Idiopathic Juvenile Arthritis: Effects of MMR Booster Vaccination

Marloes Heijstek MD  University Medical Center, Wilhelmina Children's Hospital Department of Pediatric Immunology and Rheumatology Room number KC 03.063.0 P.O. Box 85090 Lundlaan 6 3508 AB UtrechtMedicalResearch.com Interview with:
Marloes Heijstek MD

University Medical Center, Wilhelmina Children’s Hospital
Department of Pediatric Immunology and Rheumatology
Room number KC 03.063.0
P.O. Box 85090 Lundlaan 6
3508 AB Utrecht

MedicalResearch.com: What are the main findings of the study?

Dr. Heijstek: The main findings of our study are that MMR booster vaccination does not affect JIA disease, does not cause flares of arthritis and induces high rates of protective immunity.

MedicalResearch.com Were any of the findings unexpected?

Dr. Heijstek: The safety of MMR vaccination has been questioned particularly in patients with JIA because the rubella component has been linked to the induction of arthritis in small uncontrolled studies. Moreover, JIA disease flares have been described after MMR vaccination. Our trial shows that MMR booster vaccination has no effect on JIA disease activity.

MedicalResearch.com What should clinicians and patients take away from your report?

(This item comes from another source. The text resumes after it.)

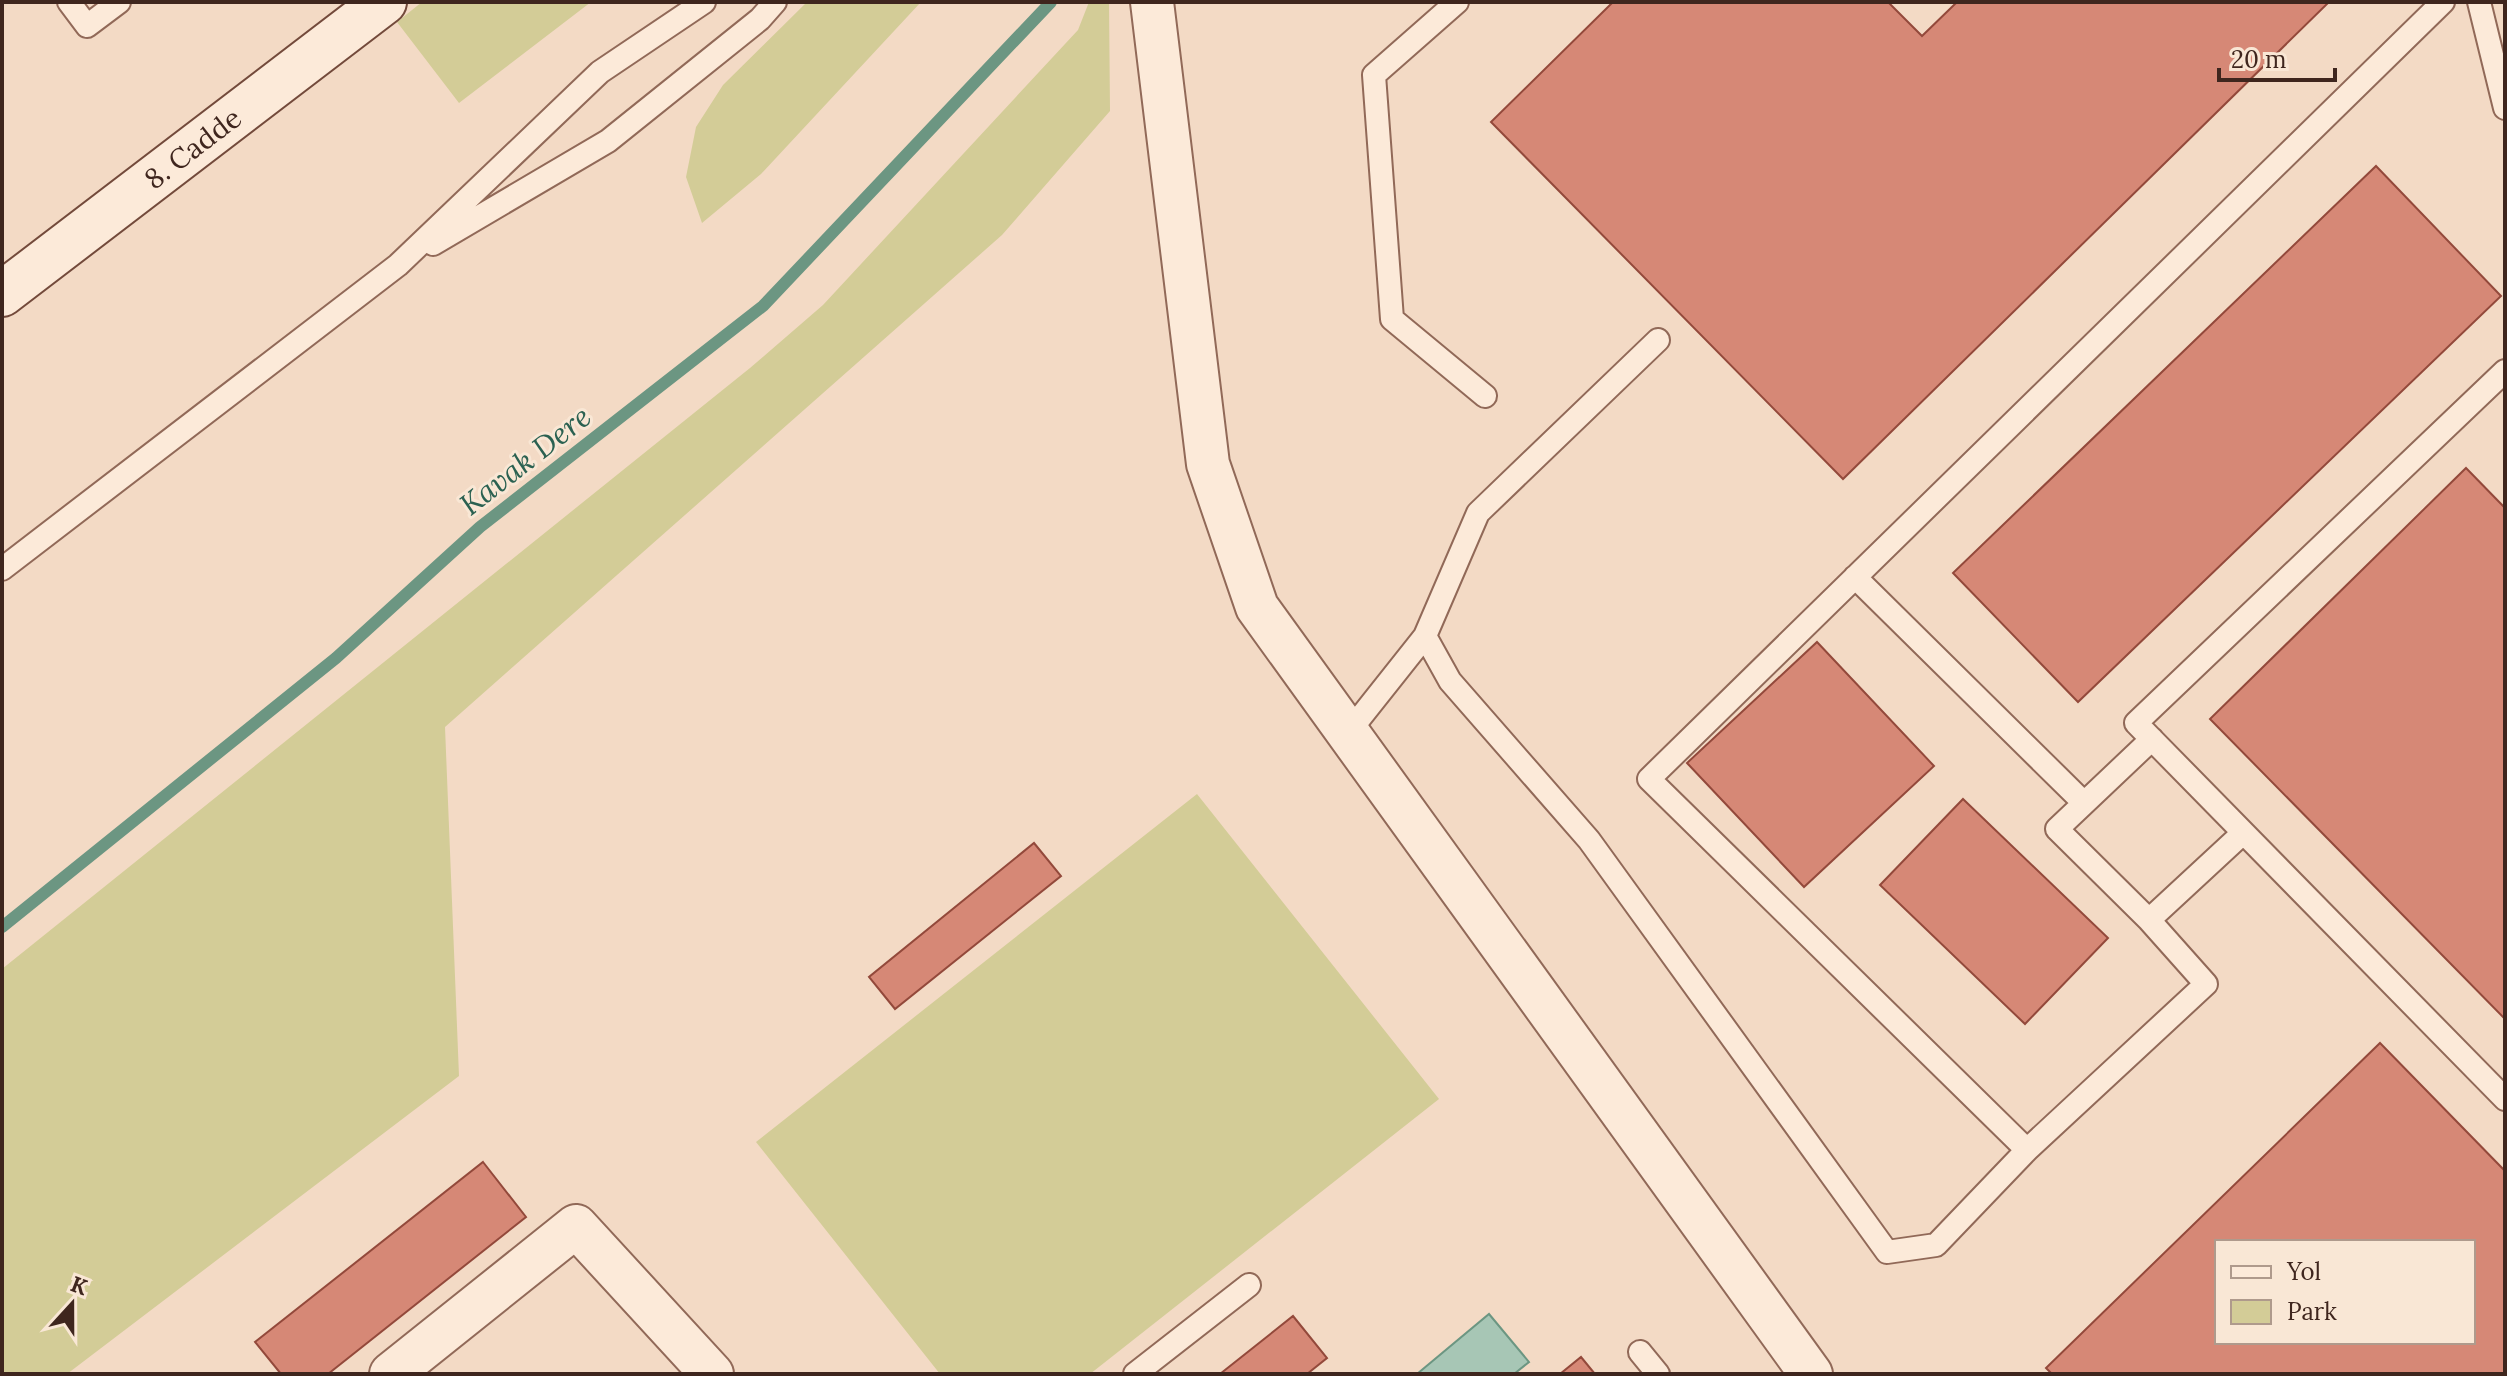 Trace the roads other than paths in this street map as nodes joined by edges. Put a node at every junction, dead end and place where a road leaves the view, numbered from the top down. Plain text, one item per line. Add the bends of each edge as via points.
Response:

Dr. Heijstek: For clinicians and patients it is important to know that the booster MMR vaccination does not affect JIA disease activity and does induce high rates of protective immune responses. This even seems to apply to patients using the immunosuppressive drug methotrexate. Hence, MMR booster vaccination should be advocated rather than feared in patients with JIA. Our data should lead to improved vaccination coverage in pediatric patients with JIA, and subsequently in improved protection against MMR infections in these vulnerable patients.

MedicalResearch.com What recommendations do you have for future research as a result of this study?

Dr. Heijstek: The most important unanswered questions about vaccinations and JIA, are the safety and immunogenicity of live-attenuated vaccines (for example varicella vaccination and MMR vaccination) in patients using biologicals, because more and more JIA patients are nowadays treated with highly immunosuppressive biologicals. The number of patients using biologics in our study was too small to draw firm conclusions.

Citation:

Heijstek MW, Kamphuis S, Armbrust W, et al. Effects of the Live Attenuated Measles-Mumps-Rubella Booster Vaccination on Disease Activity in Patients With Juvenile Idiopathic Arthritis: A Randomized Trial. JAMA. 2013;309(23):2449-2456. doi:10.1001/jama.2013.6768.